Aim of the exercise: The entries are to be duplicated exactly, with nothing left out.

Records provided:
= = =

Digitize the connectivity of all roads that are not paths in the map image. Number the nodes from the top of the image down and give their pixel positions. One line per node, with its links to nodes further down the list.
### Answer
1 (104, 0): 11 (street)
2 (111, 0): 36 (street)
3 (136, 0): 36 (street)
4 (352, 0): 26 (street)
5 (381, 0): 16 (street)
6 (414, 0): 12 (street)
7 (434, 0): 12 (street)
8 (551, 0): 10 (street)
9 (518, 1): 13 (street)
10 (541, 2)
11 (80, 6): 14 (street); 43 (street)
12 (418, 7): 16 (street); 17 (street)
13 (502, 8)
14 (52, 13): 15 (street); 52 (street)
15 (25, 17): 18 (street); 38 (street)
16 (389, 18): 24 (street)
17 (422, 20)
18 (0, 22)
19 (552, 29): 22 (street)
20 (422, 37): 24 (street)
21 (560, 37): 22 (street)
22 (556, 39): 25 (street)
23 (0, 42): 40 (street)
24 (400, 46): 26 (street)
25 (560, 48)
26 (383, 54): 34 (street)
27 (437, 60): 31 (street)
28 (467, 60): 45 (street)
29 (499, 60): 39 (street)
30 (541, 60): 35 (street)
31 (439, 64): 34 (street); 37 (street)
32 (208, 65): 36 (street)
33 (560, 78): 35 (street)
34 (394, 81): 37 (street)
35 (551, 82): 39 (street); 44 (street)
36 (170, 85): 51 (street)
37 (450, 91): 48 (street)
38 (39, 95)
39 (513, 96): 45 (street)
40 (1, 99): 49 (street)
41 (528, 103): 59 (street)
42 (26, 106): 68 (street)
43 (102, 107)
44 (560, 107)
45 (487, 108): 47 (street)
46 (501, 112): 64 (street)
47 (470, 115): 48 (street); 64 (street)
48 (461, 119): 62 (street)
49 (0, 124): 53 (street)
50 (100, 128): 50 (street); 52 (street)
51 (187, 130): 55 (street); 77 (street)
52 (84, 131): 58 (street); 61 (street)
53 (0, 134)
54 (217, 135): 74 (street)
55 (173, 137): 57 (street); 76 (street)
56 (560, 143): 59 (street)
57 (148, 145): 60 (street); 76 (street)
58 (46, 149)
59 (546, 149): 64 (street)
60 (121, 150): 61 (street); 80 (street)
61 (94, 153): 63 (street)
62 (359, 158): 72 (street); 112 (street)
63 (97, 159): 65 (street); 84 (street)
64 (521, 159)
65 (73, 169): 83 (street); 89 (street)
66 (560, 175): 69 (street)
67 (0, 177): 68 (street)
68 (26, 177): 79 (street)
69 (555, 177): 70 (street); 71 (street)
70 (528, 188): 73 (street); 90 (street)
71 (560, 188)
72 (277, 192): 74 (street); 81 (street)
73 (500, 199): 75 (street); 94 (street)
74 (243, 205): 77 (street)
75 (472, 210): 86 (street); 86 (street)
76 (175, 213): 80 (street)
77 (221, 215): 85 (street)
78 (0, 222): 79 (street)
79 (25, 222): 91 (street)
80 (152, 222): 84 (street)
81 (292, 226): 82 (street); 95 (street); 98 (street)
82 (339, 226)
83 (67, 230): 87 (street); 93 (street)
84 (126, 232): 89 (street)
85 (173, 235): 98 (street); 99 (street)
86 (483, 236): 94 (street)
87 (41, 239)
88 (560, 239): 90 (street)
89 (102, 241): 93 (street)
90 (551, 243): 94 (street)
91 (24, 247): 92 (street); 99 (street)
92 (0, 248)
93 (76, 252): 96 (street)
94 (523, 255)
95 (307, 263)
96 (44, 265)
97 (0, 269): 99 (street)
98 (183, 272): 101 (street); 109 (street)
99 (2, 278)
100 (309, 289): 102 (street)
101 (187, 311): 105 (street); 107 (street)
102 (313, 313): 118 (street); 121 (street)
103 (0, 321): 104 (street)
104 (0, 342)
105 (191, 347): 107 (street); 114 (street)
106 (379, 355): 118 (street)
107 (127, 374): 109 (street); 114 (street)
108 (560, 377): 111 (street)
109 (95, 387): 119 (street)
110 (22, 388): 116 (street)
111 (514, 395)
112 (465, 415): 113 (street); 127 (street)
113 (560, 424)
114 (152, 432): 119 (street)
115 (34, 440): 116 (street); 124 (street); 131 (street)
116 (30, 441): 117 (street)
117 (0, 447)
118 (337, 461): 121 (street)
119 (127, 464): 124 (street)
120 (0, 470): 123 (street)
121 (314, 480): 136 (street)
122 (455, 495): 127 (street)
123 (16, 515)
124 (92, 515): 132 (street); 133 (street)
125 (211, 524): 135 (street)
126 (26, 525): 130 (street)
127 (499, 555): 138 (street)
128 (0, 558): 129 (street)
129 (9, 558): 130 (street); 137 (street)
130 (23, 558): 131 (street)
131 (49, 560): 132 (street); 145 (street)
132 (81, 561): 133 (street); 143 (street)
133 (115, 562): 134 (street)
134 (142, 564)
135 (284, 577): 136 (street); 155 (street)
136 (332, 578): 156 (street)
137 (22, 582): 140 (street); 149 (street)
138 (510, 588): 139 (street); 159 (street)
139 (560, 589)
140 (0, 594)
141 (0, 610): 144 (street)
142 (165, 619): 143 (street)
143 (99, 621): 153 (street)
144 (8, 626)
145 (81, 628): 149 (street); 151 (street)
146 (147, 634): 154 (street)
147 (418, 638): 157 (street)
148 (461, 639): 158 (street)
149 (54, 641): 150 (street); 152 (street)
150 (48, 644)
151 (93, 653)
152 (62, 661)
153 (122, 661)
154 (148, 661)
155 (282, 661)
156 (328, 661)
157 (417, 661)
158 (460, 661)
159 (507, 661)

= = =

Output below:
Digitize the connectivity of all roads that are not paths in the map image. Number the nodes from the top of the image down and give their pixel positions. One line per node, with its links to nodes further down the list.
### Answer
1 (104, 0): 11 (street)
2 (111, 0): 36 (street)
3 (136, 0): 36 (street)
4 (352, 0): 26 (street)
5 (381, 0): 16 (street)
6 (414, 0): 12 (street)
7 (434, 0): 12 (street)
8 (551, 0): 10 (street)
9 (518, 1): 13 (street)
10 (541, 2)
11 (80, 6): 14 (street); 43 (street)
12 (418, 7): 16 (street); 17 (street)
13 (502, 8)
14 (52, 13): 15 (street); 52 (street)
15 (25, 17): 18 (street); 38 (street)
16 (389, 18): 24 (street)
17 (422, 20)
18 (0, 22)
19 (552, 29): 22 (street)
20 (422, 37): 24 (street)
21 (560, 37): 22 (street)
22 (556, 39): 25 (street)
23 (0, 42): 40 (street)
24 (400, 46): 26 (street)
25 (560, 48)
26 (383, 54): 34 (street)
27 (437, 60): 31 (street)
28 (467, 60): 45 (street)
29 (499, 60): 39 (street)
30 (541, 60): 35 (street)
31 (439, 64): 34 (street); 37 (street)
32 (208, 65): 36 (street)
33 (560, 78): 35 (street)
34 (394, 81): 37 (street)
35 (551, 82): 39 (street); 44 (street)
36 (170, 85): 51 (street)
37 (450, 91): 48 (street)
38 (39, 95)
39 (513, 96): 45 (street)
40 (1, 99): 49 (street)
41 (528, 103): 59 (street)
42 (26, 106): 68 (street)
43 (102, 107)
44 (560, 107)
45 (487, 108): 47 (street)
46 (501, 112): 64 (street)
47 (470, 115): 48 (street); 64 (street)
48 (461, 119): 62 (street)
49 (0, 124): 53 (street)
50 (100, 128): 50 (street); 52 (street)
51 (187, 130): 55 (street); 77 (street)
52 (84, 131): 58 (street); 61 (street)
53 (0, 134)
54 (217, 135): 74 (street)
55 (173, 137): 57 (street); 76 (street)
56 (560, 143): 59 (street)
57 (148, 145): 60 (street); 76 (street)
58 (46, 149)
59 (546, 149): 64 (street)
60 (121, 150): 61 (street); 80 (street)
61 (94, 153): 63 (street)
62 (359, 158): 72 (street); 112 (street)
63 (97, 159): 65 (street); 84 (street)
64 (521, 159)
65 (73, 169): 83 (street); 89 (street)
66 (560, 175): 69 (street)
67 (0, 177): 68 (street)
68 (26, 177): 79 (street)
69 (555, 177): 70 (street); 71 (street)
70 (528, 188): 73 (street); 90 (street)
71 (560, 188)
72 (277, 192): 74 (street); 81 (street)
73 (500, 199): 75 (street); 94 (street)
74 (243, 205): 77 (street)
75 (472, 210): 86 (street); 86 (street)
76 (175, 213): 80 (street)
77 (221, 215): 85 (street)
78 (0, 222): 79 (street)
79 (25, 222): 91 (street)
80 (152, 222): 84 (street)
81 (292, 226): 82 (street); 95 (street); 98 (street)
82 (339, 226)
83 (67, 230): 87 (street); 93 (street)
84 (126, 232): 89 (street)
85 (173, 235): 98 (street); 99 (street)
86 (483, 236): 94 (street)
87 (41, 239)
88 (560, 239): 90 (street)
89 (102, 241): 93 (street)
90 (551, 243): 94 (street)
91 (24, 247): 92 (street); 99 (street)
92 (0, 248)
93 (76, 252): 96 (street)
94 (523, 255)
95 (307, 263)
96 (44, 265)
97 (0, 269): 99 (street)
98 (183, 272): 101 (street); 109 (street)
99 (2, 278)
100 (309, 289): 102 (street)
101 (187, 311): 105 (street); 107 (street)
102 (313, 313): 118 (street); 121 (street)
103 (0, 321): 104 (street)
104 (0, 342)
105 (191, 347): 107 (street); 114 (street)
106 (379, 355): 118 (street)
107 (127, 374): 109 (street); 114 (street)
108 (560, 377): 111 (street)
109 (95, 387): 119 (street)
110 (22, 388): 116 (street)
111 (514, 395)
112 (465, 415): 113 (street); 127 (street)
113 (560, 424)
114 (152, 432): 119 (street)
115 (34, 440): 116 (street); 124 (street); 131 (street)
116 (30, 441): 117 (street)
117 (0, 447)
118 (337, 461): 121 (street)
119 (127, 464): 124 (street)
120 (0, 470): 123 (street)
121 (314, 480): 136 (street)
122 (455, 495): 127 (street)
123 (16, 515)
124 (92, 515): 132 (street); 133 (street)
125 (211, 524): 135 (street)
126 (26, 525): 130 (street)
127 (499, 555): 138 (street)
128 (0, 558): 129 (street)
129 (9, 558): 130 (street); 137 (street)
130 (23, 558): 131 (street)
131 (49, 560): 132 (street); 145 (street)
132 (81, 561): 133 (street); 143 (street)
133 (115, 562): 134 (street)
134 (142, 564)
135 (284, 577): 136 (street); 155 (street)
136 (332, 578): 156 (street)
137 (22, 582): 140 (street); 149 (street)
138 (510, 588): 139 (street); 159 (street)
139 (560, 589)
140 (0, 594)
141 (0, 610): 144 (street)
142 (165, 619): 143 (street)
143 (99, 621): 153 (street)
144 (8, 626)
145 (81, 628): 149 (street); 151 (street)
146 (147, 634): 154 (street)
147 (418, 638): 157 (street)
148 (461, 639): 158 (street)
149 (54, 641): 150 (street); 152 (street)
150 (48, 644)
151 (93, 653)
152 (62, 661)
153 (122, 661)
154 (148, 661)
155 (282, 661)
156 (328, 661)
157 (417, 661)
158 (460, 661)
159 (507, 661)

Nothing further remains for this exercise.